§ What is required
Take the listing below and output it exactly, with no images.

§ Given material

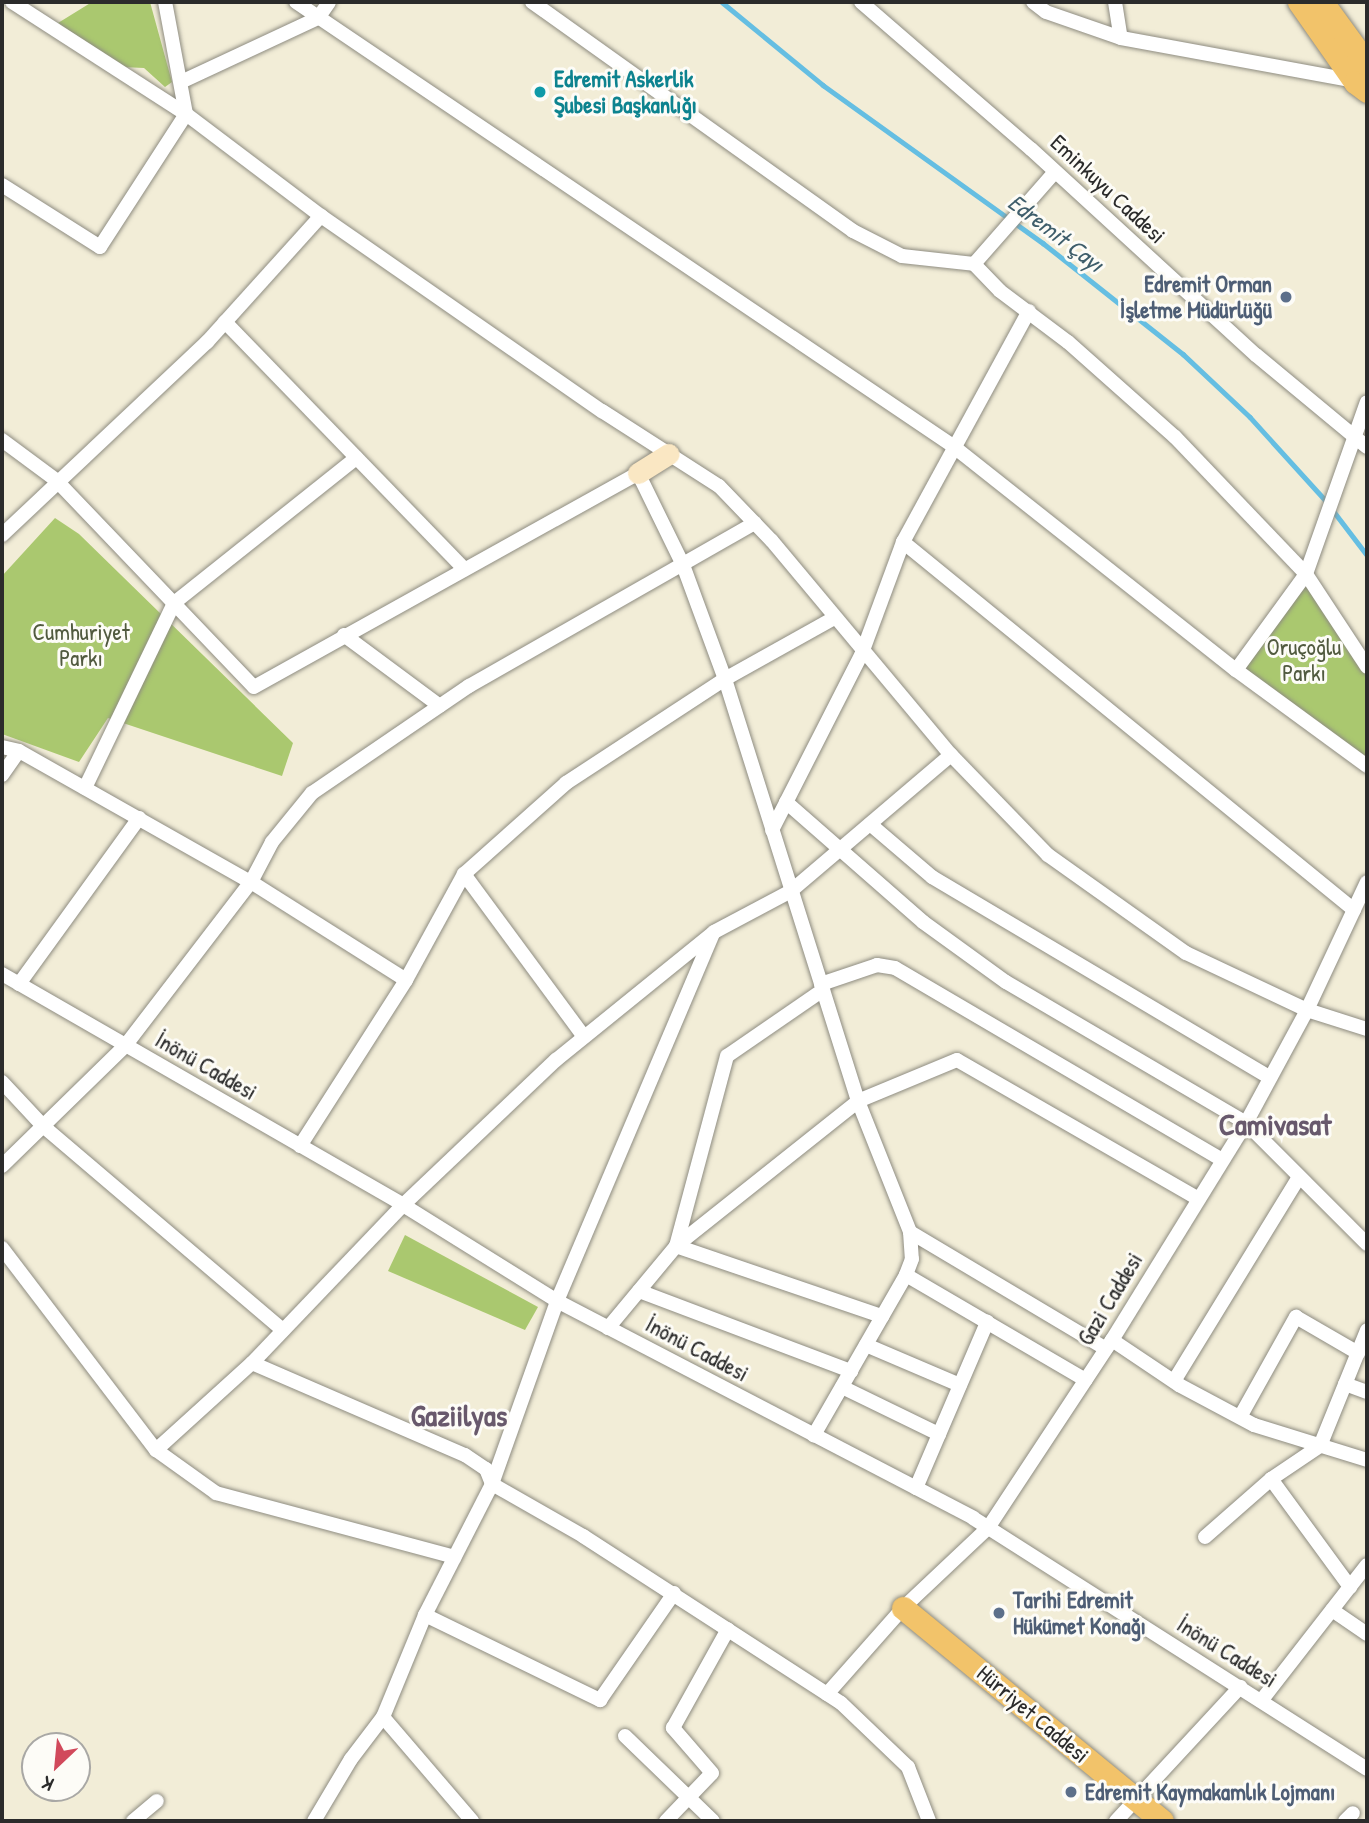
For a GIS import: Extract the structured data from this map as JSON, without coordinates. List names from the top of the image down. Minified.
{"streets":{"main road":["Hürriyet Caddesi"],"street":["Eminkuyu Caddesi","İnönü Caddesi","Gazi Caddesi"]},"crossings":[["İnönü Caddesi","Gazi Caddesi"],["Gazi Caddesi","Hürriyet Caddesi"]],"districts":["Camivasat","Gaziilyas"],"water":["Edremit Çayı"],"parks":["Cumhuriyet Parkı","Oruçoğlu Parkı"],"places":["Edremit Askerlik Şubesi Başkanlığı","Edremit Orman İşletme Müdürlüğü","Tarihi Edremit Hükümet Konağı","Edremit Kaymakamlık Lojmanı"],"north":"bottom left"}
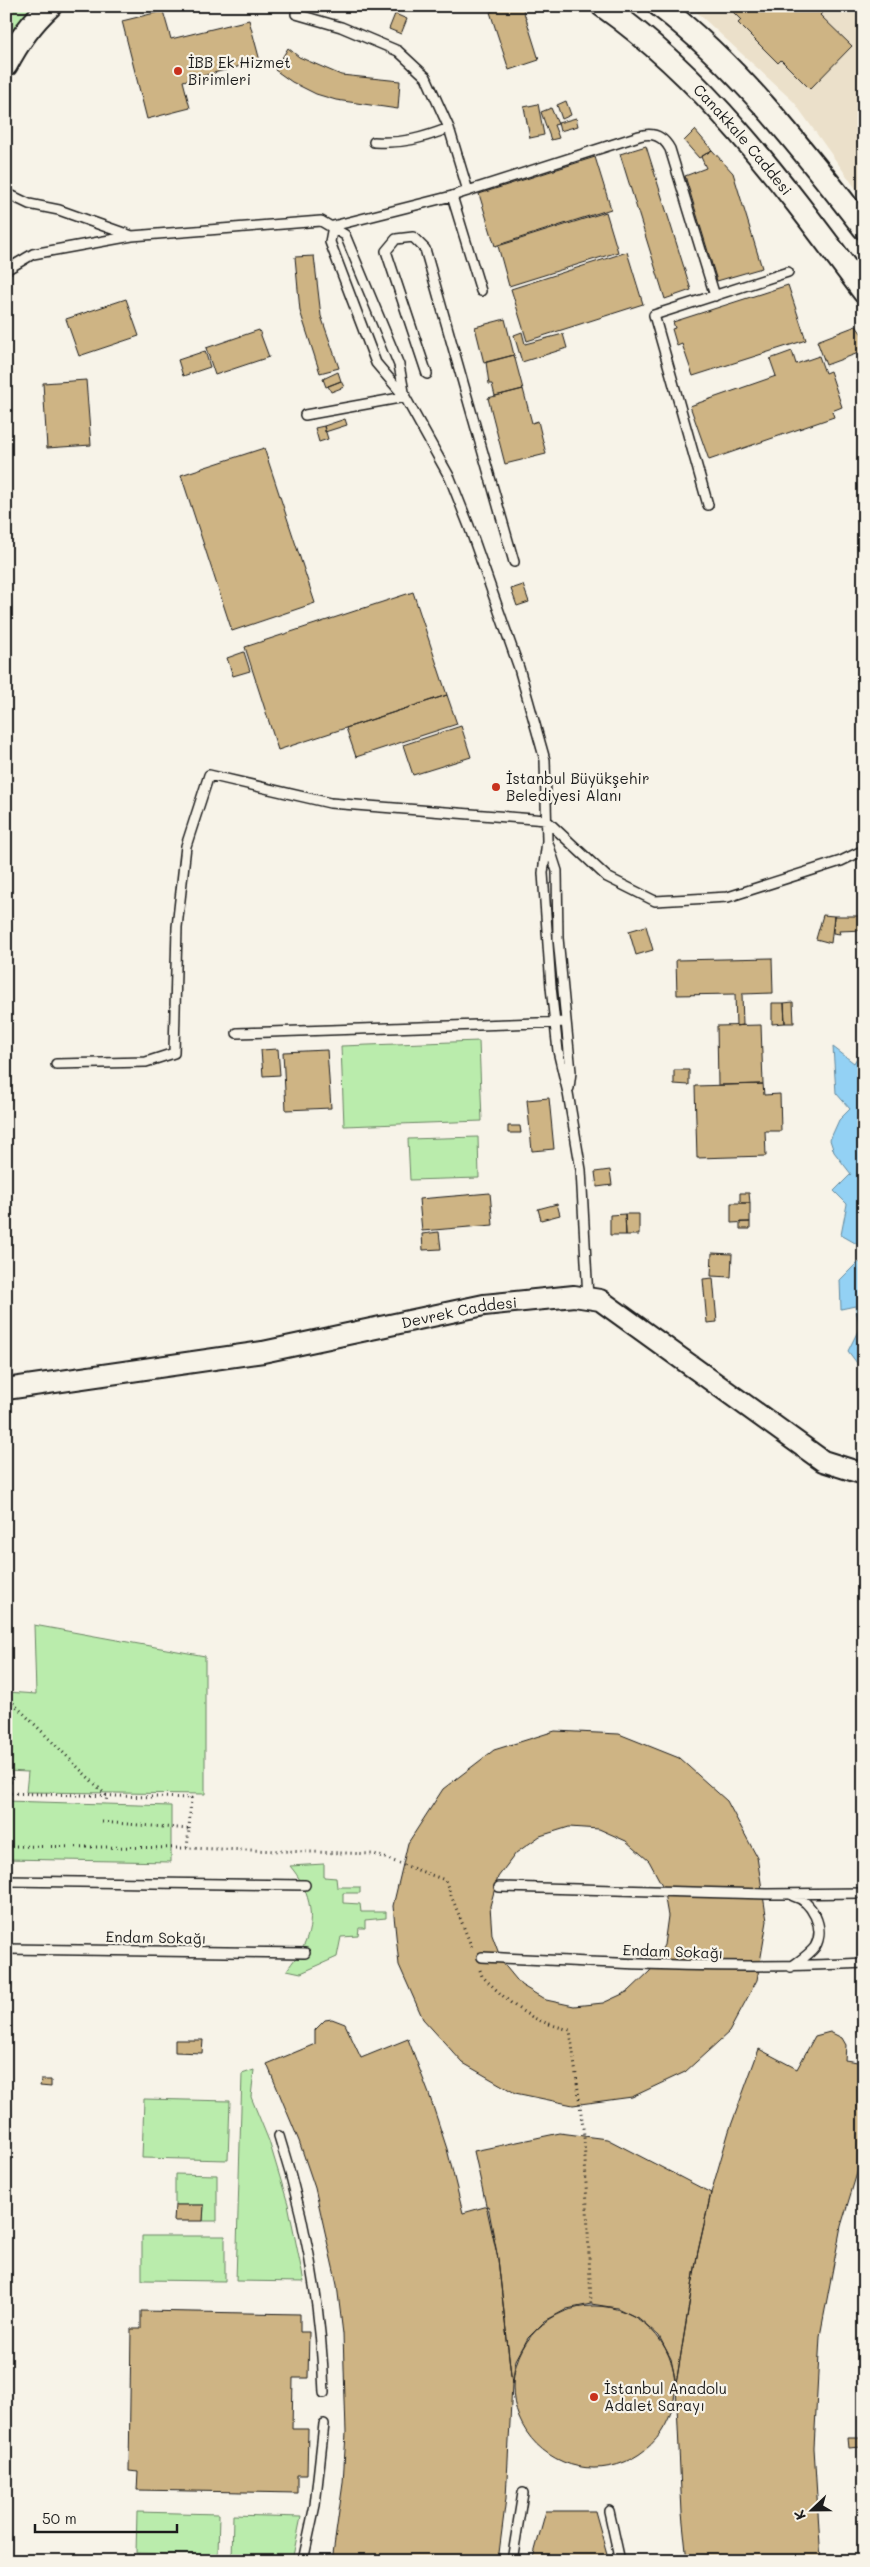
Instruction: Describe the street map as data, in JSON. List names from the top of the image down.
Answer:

§ Answer to the problem
For a GIS import: Extract the structured data from this map as JSON, without coordinates. List names from the top of the image down. Minified.
{"streets":{"main road":["Hürriyet Caddesi"],"street":["Eminkuyu Caddesi","İnönü Caddesi","Gazi Caddesi"]},"crossings":[["İnönü Caddesi","Gazi Caddesi"],["Gazi Caddesi","Hürriyet Caddesi"]],"districts":["Camivasat","Gaziilyas"],"water":["Edremit Çayı"],"parks":["Cumhuriyet Parkı","Oruçoğlu Parkı"],"places":["Edremit Askerlik Şubesi Başkanlığı","Edremit Orman İşletme Müdürlüğü","Tarihi Edremit Hükümet Konağı","Edremit Kaymakamlık Lojmanı"],"north":"bottom left"}
Instruction: Describe the street map as data, in JSON. List names from the top of the image down.
Answer:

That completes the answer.